DATA UNDER STUDY START

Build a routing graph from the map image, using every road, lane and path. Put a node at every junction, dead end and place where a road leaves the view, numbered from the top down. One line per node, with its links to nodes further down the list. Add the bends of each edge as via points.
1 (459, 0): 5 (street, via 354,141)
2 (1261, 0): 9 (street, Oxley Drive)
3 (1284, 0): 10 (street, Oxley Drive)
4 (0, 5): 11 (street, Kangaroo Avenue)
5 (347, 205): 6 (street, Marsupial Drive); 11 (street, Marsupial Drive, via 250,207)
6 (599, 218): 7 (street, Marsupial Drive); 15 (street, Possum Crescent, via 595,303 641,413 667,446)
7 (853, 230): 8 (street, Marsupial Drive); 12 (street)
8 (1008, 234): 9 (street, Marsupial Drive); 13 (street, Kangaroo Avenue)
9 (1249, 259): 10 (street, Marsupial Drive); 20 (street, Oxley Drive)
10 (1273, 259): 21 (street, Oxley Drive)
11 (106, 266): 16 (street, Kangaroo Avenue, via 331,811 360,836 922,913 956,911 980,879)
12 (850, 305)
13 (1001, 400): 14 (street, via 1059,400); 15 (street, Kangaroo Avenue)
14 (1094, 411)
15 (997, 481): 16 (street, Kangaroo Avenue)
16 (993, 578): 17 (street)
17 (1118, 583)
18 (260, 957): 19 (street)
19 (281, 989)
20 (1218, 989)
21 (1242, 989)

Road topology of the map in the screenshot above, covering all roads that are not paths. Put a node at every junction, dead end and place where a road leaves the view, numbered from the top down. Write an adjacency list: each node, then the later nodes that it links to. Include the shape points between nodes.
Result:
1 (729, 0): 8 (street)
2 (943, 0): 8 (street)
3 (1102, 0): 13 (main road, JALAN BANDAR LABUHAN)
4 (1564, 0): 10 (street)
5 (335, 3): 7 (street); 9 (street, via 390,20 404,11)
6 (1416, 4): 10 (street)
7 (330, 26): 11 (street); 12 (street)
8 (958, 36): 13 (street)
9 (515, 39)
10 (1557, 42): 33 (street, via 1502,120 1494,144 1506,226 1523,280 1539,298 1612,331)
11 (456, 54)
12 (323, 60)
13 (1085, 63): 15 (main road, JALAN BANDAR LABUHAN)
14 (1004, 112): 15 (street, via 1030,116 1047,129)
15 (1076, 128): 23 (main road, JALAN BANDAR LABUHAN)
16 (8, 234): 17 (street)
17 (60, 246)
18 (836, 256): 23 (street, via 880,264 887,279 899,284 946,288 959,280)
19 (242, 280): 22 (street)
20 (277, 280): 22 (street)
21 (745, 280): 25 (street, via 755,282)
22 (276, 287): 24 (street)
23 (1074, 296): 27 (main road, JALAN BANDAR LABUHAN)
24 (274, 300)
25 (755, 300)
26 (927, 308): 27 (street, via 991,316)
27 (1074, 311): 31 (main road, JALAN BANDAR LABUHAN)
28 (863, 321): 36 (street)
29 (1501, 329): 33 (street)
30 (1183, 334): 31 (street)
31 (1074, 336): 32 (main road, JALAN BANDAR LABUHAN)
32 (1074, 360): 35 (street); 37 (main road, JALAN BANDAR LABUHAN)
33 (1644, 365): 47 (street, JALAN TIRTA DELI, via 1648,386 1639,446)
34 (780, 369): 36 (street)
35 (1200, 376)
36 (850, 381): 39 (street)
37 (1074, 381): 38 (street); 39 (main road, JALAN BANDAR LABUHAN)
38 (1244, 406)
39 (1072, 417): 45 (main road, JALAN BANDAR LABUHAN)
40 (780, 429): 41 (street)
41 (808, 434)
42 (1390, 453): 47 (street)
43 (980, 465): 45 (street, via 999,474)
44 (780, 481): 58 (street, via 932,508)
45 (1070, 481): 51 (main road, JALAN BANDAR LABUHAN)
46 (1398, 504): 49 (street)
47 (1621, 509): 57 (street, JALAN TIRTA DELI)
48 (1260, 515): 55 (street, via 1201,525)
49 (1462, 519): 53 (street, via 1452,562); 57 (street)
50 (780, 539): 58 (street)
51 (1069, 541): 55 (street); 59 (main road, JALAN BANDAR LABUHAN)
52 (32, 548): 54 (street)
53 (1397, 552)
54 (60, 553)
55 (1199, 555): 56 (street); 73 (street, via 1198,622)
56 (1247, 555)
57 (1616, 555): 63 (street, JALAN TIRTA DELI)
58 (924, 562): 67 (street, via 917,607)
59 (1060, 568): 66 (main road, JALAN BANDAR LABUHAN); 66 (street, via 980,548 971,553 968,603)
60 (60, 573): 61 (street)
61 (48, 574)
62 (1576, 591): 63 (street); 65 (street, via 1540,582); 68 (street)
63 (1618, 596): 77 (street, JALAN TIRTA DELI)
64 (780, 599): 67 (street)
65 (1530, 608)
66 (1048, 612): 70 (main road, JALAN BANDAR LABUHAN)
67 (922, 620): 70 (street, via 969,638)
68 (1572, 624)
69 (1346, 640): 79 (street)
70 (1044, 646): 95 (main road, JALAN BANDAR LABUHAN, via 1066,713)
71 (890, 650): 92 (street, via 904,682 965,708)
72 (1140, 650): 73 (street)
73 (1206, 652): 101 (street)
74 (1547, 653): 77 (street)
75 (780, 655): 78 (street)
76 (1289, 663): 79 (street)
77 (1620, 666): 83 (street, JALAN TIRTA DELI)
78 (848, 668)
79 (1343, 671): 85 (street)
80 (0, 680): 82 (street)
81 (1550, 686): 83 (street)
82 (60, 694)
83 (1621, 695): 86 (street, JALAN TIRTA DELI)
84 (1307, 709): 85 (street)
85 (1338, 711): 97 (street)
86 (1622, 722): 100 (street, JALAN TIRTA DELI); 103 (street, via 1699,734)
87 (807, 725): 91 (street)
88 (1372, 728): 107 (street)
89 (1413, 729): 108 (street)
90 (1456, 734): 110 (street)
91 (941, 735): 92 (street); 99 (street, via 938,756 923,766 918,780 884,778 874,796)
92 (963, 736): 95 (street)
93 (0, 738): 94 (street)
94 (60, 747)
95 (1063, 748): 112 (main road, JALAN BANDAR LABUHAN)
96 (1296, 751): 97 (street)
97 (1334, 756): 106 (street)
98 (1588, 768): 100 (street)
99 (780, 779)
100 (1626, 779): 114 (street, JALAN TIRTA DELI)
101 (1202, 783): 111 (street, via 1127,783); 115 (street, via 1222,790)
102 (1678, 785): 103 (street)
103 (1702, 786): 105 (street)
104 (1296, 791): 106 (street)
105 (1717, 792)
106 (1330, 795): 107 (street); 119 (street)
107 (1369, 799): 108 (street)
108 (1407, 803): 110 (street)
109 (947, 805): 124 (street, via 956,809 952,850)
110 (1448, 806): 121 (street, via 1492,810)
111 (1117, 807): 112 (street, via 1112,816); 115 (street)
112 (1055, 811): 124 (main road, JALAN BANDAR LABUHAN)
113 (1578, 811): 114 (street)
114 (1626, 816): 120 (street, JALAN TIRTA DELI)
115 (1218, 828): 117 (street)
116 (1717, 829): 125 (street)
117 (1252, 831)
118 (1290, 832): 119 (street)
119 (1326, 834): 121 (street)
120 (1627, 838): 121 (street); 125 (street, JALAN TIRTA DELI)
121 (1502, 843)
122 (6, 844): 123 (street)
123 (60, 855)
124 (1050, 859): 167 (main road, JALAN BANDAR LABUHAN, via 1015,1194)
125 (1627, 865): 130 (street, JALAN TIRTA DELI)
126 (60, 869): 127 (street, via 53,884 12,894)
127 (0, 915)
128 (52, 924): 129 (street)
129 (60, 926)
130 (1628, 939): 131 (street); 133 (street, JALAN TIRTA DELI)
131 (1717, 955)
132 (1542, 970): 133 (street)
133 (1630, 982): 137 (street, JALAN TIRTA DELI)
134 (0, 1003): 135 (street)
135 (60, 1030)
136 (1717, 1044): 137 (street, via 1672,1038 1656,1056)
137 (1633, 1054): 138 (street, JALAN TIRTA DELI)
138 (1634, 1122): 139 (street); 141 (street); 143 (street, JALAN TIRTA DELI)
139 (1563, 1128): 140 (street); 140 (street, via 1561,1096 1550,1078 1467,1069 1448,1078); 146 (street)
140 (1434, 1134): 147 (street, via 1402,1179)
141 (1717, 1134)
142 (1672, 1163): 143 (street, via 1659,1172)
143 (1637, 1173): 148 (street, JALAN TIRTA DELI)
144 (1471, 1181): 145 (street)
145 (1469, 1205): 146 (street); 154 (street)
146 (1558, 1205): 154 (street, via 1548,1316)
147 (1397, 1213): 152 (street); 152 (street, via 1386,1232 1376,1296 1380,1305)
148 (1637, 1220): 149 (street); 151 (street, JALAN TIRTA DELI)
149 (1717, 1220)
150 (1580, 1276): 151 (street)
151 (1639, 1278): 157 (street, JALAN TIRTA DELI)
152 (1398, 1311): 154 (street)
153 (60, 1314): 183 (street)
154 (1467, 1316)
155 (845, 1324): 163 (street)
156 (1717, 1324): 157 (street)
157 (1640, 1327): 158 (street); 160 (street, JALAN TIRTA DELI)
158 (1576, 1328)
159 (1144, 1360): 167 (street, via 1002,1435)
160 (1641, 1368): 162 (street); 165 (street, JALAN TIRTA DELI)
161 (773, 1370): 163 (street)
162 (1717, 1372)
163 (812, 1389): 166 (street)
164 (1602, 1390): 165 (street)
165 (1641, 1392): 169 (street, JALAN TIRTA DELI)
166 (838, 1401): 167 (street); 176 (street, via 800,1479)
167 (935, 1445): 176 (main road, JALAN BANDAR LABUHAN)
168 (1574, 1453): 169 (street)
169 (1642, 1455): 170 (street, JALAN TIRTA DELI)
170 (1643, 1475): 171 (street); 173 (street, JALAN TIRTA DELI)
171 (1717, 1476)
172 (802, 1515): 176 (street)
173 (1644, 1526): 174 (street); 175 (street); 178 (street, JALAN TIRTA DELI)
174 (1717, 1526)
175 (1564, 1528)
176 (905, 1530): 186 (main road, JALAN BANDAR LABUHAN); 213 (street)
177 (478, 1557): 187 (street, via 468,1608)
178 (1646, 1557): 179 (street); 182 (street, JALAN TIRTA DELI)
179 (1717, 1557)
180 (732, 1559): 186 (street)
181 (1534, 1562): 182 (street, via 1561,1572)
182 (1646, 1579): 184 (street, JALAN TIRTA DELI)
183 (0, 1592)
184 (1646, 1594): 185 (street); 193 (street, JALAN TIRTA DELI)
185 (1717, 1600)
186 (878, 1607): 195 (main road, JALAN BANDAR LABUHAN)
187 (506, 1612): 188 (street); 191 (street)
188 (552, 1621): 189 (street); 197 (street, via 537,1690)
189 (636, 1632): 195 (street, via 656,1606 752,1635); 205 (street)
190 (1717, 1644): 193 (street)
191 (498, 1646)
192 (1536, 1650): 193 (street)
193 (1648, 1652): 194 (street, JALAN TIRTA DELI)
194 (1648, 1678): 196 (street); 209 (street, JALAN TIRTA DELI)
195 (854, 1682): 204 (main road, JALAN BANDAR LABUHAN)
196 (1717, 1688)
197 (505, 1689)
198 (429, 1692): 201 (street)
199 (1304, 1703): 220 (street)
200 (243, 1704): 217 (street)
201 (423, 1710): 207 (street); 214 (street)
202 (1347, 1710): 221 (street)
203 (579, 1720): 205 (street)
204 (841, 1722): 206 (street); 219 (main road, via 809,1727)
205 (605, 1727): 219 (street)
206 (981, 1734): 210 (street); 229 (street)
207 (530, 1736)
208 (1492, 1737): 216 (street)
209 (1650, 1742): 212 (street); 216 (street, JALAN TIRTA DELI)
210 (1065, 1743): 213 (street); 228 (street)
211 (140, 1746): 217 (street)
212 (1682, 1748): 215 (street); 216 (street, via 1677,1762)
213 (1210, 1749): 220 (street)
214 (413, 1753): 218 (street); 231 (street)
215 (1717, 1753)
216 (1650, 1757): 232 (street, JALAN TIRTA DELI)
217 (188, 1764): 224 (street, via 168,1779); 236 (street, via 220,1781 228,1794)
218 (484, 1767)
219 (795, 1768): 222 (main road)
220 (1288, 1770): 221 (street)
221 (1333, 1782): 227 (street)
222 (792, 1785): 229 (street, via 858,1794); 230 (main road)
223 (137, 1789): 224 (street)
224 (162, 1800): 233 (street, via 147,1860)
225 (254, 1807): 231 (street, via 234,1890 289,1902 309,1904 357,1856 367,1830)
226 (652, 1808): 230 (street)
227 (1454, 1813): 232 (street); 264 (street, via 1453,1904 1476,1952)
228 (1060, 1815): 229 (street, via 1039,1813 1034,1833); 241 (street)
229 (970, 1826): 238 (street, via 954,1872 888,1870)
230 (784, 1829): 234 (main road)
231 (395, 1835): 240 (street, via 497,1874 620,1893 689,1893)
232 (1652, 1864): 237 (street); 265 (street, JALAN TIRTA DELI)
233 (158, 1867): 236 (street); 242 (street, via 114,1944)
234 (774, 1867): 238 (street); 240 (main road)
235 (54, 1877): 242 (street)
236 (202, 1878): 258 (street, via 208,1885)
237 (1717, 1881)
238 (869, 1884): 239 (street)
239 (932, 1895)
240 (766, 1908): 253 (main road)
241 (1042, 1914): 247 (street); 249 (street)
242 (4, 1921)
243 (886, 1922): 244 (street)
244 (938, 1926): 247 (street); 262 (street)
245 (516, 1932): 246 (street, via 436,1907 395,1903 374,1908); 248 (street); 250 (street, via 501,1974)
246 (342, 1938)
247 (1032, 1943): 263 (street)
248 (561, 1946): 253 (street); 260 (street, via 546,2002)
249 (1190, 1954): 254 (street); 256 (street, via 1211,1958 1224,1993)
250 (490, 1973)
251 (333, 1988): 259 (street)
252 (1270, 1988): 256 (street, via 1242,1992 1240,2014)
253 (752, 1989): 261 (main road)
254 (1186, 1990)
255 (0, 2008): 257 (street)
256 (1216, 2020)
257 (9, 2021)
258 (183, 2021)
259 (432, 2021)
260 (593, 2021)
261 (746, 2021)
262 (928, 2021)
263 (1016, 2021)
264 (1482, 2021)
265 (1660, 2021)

DATA UNDER STUDY END

WORK TO COMPLETE:
Wherever a line contains the string "Oxley", copy that line from the data.

REPLY:
2 (1261, 0): 9 (street, Oxley Drive)
3 (1284, 0): 10 (street, Oxley Drive)
9 (1249, 259): 10 (street, Marsupial Drive); 20 (street, Oxley Drive)
10 (1273, 259): 21 (street, Oxley Drive)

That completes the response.